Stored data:
=== Section Start ===

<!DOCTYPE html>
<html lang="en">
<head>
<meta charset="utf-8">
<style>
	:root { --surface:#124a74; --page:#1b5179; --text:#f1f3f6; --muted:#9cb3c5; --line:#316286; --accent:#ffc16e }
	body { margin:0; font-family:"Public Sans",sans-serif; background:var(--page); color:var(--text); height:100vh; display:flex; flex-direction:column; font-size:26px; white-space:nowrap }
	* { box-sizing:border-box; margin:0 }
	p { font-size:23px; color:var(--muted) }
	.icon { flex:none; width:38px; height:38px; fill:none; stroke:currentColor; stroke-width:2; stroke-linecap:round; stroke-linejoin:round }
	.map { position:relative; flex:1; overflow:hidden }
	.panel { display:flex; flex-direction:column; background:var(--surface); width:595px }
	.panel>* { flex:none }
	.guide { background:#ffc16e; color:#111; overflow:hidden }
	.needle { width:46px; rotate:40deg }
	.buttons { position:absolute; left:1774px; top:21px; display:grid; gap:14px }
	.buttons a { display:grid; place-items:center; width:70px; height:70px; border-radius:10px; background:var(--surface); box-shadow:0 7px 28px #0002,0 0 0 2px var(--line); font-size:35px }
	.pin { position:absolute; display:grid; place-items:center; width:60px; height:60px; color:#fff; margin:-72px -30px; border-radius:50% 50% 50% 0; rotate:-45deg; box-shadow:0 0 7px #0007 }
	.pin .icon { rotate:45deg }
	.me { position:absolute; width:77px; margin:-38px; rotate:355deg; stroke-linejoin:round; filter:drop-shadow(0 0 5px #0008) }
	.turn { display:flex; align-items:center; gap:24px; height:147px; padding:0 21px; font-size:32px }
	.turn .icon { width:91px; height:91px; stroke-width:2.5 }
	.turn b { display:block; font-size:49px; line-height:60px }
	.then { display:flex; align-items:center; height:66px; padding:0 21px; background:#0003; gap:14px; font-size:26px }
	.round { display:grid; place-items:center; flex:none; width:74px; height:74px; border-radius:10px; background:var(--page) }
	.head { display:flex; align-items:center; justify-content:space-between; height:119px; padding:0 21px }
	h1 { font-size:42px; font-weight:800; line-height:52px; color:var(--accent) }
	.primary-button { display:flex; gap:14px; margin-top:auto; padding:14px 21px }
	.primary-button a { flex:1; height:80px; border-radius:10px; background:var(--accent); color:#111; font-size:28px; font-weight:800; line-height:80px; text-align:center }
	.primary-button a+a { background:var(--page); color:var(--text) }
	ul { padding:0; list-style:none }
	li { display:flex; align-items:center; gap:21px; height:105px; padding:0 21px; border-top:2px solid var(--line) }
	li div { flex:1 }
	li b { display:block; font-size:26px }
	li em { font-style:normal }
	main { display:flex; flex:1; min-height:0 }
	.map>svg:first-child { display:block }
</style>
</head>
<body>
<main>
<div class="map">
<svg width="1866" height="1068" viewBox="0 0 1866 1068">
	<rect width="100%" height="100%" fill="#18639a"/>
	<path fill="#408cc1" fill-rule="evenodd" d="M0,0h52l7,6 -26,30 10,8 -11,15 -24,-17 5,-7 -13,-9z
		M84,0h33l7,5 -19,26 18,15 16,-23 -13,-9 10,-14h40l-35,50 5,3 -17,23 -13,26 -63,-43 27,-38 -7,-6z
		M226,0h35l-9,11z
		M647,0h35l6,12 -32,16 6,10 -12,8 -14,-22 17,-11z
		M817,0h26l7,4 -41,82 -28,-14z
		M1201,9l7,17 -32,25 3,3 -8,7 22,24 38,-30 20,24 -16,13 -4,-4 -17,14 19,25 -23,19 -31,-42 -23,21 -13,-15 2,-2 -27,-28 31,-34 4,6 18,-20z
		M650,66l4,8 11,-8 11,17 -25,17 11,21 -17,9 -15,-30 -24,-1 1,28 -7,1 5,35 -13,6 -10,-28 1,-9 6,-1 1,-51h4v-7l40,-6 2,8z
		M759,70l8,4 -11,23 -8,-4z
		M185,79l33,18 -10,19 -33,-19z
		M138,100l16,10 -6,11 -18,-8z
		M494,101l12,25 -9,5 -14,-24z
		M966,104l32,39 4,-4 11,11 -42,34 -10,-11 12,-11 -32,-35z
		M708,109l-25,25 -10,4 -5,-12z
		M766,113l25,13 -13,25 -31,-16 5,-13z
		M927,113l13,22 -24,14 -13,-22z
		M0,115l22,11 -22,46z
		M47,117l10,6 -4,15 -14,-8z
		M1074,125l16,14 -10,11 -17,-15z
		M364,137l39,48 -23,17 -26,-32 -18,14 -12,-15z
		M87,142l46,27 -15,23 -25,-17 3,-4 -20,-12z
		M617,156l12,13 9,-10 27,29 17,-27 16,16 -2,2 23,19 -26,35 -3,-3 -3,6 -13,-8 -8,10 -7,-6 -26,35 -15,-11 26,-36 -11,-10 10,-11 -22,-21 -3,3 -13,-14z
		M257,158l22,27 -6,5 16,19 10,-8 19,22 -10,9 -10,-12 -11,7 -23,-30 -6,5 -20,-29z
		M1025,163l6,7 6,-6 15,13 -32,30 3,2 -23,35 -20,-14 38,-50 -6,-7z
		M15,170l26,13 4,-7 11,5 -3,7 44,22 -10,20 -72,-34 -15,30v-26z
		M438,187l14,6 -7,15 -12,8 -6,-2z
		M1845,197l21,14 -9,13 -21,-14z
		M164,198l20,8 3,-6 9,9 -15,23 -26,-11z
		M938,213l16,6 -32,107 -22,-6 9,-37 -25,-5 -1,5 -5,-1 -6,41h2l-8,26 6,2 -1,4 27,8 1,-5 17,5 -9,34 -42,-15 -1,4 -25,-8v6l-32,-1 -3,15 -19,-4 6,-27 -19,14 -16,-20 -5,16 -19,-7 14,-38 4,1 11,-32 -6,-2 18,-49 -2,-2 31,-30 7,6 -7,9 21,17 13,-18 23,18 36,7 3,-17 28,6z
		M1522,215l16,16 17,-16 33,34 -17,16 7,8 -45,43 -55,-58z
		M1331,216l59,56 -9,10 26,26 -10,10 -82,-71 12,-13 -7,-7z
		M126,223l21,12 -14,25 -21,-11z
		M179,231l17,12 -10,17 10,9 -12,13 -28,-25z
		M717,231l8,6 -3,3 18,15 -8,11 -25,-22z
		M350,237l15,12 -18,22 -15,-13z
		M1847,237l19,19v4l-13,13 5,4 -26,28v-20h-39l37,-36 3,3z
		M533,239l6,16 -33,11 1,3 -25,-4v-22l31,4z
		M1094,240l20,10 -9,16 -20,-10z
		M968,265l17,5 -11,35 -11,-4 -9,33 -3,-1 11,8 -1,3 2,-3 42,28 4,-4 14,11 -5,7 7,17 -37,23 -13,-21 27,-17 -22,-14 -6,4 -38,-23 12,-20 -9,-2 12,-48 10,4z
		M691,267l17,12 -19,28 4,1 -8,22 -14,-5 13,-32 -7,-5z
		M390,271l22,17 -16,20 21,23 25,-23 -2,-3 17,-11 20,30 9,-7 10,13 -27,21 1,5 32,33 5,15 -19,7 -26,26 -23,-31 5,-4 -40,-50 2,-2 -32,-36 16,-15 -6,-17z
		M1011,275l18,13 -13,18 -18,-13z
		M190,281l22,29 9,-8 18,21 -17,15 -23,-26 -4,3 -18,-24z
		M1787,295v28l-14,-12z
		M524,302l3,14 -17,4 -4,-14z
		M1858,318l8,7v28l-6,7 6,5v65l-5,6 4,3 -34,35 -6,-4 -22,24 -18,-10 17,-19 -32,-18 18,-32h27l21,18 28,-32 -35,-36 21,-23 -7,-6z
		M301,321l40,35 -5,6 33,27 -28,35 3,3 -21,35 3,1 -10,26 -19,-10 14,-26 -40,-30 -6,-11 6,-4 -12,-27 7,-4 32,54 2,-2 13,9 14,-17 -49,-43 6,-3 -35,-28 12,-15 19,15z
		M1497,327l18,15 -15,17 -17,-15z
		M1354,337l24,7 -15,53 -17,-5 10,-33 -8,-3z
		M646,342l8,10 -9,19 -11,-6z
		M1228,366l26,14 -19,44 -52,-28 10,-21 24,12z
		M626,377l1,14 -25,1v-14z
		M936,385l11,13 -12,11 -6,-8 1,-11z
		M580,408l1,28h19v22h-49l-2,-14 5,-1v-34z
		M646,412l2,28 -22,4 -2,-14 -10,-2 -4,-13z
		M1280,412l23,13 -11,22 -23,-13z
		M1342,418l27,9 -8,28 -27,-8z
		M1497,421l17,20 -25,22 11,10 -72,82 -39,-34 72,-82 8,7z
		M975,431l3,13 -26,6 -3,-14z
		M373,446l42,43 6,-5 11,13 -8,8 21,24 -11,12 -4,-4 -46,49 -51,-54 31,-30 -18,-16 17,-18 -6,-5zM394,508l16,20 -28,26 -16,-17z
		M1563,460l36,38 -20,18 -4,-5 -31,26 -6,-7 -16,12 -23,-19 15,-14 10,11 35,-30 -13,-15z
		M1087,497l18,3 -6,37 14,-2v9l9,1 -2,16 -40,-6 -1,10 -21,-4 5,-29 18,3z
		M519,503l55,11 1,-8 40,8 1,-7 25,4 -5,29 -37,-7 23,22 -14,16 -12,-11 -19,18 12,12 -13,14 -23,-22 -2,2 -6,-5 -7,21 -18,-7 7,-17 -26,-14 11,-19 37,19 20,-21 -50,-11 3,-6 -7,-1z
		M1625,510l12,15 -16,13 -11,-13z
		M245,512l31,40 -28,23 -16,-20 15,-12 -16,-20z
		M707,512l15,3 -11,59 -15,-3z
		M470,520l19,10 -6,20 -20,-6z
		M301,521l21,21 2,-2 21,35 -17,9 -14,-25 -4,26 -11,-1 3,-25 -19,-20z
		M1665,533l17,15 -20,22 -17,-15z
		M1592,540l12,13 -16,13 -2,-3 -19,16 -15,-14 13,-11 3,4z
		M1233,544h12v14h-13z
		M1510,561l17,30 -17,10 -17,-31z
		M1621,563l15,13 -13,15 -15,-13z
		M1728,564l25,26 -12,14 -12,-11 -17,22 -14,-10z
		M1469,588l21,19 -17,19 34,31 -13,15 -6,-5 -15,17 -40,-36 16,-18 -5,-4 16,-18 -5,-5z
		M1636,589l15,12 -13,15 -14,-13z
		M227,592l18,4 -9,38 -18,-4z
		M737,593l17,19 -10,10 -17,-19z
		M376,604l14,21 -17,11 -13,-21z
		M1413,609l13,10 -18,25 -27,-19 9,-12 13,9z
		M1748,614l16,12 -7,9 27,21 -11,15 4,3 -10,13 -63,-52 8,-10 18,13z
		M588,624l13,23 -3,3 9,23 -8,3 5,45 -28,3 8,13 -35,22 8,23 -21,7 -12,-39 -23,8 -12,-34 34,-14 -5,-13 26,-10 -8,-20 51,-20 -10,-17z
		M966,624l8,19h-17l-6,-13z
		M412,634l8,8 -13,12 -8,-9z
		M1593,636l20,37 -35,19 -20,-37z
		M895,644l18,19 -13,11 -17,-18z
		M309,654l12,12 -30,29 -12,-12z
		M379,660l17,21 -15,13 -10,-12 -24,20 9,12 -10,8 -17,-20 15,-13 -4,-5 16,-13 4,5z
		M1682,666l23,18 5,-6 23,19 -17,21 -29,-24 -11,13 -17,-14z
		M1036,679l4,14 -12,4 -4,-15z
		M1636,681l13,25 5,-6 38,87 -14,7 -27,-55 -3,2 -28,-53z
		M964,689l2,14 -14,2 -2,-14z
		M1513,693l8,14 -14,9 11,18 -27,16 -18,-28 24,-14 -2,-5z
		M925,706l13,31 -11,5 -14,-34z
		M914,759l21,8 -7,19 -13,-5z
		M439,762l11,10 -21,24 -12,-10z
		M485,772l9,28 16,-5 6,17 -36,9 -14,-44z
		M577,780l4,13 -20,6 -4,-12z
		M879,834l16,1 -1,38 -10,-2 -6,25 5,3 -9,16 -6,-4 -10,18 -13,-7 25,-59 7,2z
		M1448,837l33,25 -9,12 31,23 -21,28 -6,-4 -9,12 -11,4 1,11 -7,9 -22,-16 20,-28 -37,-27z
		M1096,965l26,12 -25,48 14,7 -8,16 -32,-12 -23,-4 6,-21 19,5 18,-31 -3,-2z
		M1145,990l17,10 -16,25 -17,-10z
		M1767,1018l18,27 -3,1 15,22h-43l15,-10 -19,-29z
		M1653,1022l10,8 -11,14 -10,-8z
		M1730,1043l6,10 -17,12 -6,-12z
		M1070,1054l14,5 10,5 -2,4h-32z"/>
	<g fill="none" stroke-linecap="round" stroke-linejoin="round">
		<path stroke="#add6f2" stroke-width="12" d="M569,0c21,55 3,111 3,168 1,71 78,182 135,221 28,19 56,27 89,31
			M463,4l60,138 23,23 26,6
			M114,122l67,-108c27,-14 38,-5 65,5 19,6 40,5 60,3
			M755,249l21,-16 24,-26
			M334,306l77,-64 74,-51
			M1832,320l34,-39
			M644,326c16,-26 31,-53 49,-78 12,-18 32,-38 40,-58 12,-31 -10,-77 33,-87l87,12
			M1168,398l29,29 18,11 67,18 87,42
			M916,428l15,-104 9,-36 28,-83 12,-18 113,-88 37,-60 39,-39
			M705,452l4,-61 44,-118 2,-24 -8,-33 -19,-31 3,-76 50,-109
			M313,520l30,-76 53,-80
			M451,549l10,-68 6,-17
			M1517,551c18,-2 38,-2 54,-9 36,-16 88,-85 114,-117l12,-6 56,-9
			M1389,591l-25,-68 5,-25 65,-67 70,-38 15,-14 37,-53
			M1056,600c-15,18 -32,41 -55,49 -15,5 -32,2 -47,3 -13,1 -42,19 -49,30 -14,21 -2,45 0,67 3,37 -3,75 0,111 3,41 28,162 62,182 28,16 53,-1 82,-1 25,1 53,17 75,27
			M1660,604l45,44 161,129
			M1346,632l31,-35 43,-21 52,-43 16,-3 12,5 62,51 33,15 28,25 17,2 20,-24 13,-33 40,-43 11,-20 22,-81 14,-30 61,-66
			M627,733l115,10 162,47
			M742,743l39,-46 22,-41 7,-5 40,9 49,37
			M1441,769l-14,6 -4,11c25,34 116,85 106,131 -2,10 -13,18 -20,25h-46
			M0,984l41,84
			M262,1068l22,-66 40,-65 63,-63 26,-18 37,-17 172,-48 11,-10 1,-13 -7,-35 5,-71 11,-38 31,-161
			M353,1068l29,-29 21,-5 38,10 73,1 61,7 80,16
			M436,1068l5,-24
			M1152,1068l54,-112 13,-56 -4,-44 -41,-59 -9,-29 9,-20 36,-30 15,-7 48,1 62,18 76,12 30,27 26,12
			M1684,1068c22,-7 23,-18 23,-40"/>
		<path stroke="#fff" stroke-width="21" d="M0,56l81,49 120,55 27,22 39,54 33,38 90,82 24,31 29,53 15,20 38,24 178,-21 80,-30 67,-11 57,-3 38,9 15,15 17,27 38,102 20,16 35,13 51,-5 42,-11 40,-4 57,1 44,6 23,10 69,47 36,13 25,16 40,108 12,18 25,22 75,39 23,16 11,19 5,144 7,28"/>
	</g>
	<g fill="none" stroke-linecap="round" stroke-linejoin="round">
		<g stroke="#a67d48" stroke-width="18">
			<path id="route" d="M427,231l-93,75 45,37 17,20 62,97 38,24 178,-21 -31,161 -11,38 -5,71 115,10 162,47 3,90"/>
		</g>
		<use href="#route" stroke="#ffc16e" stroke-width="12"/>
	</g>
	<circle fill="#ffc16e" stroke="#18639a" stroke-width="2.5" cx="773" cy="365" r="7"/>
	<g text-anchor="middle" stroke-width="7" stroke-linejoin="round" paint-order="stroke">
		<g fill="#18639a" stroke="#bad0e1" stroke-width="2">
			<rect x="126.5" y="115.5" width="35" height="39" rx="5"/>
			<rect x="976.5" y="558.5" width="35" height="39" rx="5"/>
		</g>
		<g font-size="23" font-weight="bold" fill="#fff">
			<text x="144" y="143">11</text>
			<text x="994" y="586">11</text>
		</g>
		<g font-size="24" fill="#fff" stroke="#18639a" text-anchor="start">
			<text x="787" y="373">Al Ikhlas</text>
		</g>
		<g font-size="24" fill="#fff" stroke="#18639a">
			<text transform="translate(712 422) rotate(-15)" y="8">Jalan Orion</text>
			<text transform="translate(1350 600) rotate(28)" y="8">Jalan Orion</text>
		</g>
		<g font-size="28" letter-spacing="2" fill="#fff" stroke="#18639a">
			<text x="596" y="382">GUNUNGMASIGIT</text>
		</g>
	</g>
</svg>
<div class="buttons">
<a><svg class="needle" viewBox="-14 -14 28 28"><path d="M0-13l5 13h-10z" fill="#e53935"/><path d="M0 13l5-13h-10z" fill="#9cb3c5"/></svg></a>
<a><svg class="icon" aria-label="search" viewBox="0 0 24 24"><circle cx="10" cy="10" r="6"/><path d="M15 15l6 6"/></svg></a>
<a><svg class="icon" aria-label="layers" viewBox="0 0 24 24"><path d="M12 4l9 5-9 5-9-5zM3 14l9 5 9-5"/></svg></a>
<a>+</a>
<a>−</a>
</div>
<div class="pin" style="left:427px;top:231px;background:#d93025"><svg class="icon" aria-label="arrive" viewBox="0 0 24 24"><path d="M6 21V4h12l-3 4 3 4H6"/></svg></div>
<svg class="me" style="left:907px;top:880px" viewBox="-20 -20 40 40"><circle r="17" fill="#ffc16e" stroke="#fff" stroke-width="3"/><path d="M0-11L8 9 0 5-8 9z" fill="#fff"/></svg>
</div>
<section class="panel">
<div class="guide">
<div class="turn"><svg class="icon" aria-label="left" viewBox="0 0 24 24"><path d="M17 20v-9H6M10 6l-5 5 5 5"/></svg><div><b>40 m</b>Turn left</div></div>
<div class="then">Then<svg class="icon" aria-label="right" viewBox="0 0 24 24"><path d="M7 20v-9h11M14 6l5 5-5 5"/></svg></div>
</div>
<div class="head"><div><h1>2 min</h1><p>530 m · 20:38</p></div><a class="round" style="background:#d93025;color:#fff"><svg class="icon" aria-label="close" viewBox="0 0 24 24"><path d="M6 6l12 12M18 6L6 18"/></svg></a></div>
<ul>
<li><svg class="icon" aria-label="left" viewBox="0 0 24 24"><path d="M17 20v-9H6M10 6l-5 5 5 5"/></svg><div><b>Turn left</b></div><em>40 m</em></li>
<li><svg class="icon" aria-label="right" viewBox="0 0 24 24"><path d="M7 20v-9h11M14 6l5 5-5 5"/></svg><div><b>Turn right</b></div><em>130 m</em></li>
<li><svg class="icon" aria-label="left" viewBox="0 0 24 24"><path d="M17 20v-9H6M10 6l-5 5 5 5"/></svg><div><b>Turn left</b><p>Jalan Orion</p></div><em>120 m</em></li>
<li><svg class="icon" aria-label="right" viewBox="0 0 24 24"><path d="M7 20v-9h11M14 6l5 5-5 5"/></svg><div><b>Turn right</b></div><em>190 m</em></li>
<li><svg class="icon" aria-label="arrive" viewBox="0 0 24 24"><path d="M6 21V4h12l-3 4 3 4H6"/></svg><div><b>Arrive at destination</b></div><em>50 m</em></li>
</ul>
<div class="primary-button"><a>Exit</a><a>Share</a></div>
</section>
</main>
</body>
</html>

=== Section End ===

EXERCISE: In the entries above, tally the lines that hold the string "hidden" and give only the count.

FINISHED TASK: 2